LET’S TALK ABOUT THE BACKGROUND NOISE…

In addition to all the aforementioned initiatives, Mario and CJD are taking other equally important steps apart from the products. “We recently moved into a completely new building that is energy-efficient and up-to-date. It has a solar panel system on the roof, which provides our own power supply. Our premises are green wherever possible, including bee-friendly areas and a pond.” The company is gradually transitioning its fleet of company cars to electric vehicles and has installed charging stations on its premises, including those for employees’ e-bikes, to commute emission-free to work.

CJD aims to send its parcels with minimal carbon emissions, and the company is experimenting with various packaging materials. “We even tried using grass as a base for packaging,” says Mario. “However, we cannot completely move away from catalogues.” Although the company has a high online share of over 70%, Mario regrets that it cannot fully adopt a digital approach. “Large customers or teams in medical practices still appreciate flipping through our catalogues together. So, we continue to focus on using sustainably produced paper.”

In terms of implementation, Mario firmly believes that as the CEO of his own company, he can achieve more than a dedicated CSR position could.

“First and foremost, I am responsible for raising awareness of CSR issues throughout the organization. I am the one who can facilitate, encourage, and promote improvements across different areas.”

“This applies to all departments, from procurement and production to marketing, sales, and finance. And as I said, everything begins and ends with a good product.” However, CJD is also a member of a larger corporate group. At the group level, a dedicated CSR function has been established. “This makes much more sense in order to benefit from a broader perspective. It ensures that all production sites, including those of our sister companies within the group operating in many other countries, are audited in the same way. It is reassuring to know that sustainability is also a significant concern for our owners and investors.”

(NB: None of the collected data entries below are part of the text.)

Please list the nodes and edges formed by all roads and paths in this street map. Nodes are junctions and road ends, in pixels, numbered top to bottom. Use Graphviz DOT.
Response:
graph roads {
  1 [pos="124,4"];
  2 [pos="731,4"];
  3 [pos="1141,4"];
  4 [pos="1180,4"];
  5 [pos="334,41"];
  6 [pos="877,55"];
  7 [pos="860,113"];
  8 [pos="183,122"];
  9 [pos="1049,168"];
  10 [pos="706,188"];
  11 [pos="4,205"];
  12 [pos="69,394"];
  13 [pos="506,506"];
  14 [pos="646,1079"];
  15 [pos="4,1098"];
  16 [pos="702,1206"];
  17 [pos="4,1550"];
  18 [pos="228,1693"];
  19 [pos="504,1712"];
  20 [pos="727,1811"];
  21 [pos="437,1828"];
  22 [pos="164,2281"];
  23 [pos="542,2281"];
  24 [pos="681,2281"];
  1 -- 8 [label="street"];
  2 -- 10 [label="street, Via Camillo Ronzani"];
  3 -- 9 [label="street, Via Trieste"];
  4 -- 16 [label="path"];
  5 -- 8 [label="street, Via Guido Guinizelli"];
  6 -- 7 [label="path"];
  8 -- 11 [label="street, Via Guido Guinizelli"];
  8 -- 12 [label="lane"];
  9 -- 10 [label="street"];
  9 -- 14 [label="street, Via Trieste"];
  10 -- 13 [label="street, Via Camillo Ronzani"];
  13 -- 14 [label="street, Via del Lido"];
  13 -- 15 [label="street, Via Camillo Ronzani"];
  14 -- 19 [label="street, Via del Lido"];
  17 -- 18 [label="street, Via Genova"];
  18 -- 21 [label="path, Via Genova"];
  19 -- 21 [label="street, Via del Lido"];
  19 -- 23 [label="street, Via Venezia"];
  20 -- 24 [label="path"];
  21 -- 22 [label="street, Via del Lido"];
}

Examples within the textile industry are also helpful. Patagonia is widely known for completely overhauling its business model. The organization no longer aims solely for maximum profit but prioritizes giving back. This is truly a pioneering source of inspiration. As a result, CJD identifies individual stages of production or specific products that are intriguing and present new perspectives. Smaller German companies, such as Wildling Shoes, are also a great source of inspiration.

For CJD, the driving force behind everything is the idea that their customers are all about helping others and doing good. In return, CJD can do good for people who do good in their jobs through their workwear. This concept motivates employees to make a valuable contribution together with their customers. Thinking and acting sustainably is only a logical consequence. Mario sums it up: “For me, one thing is clear: I don’t want to work in one of the dirtiest industries dependent on oil forever. Every day, together with my team, I strive to change that. Every small step counts.”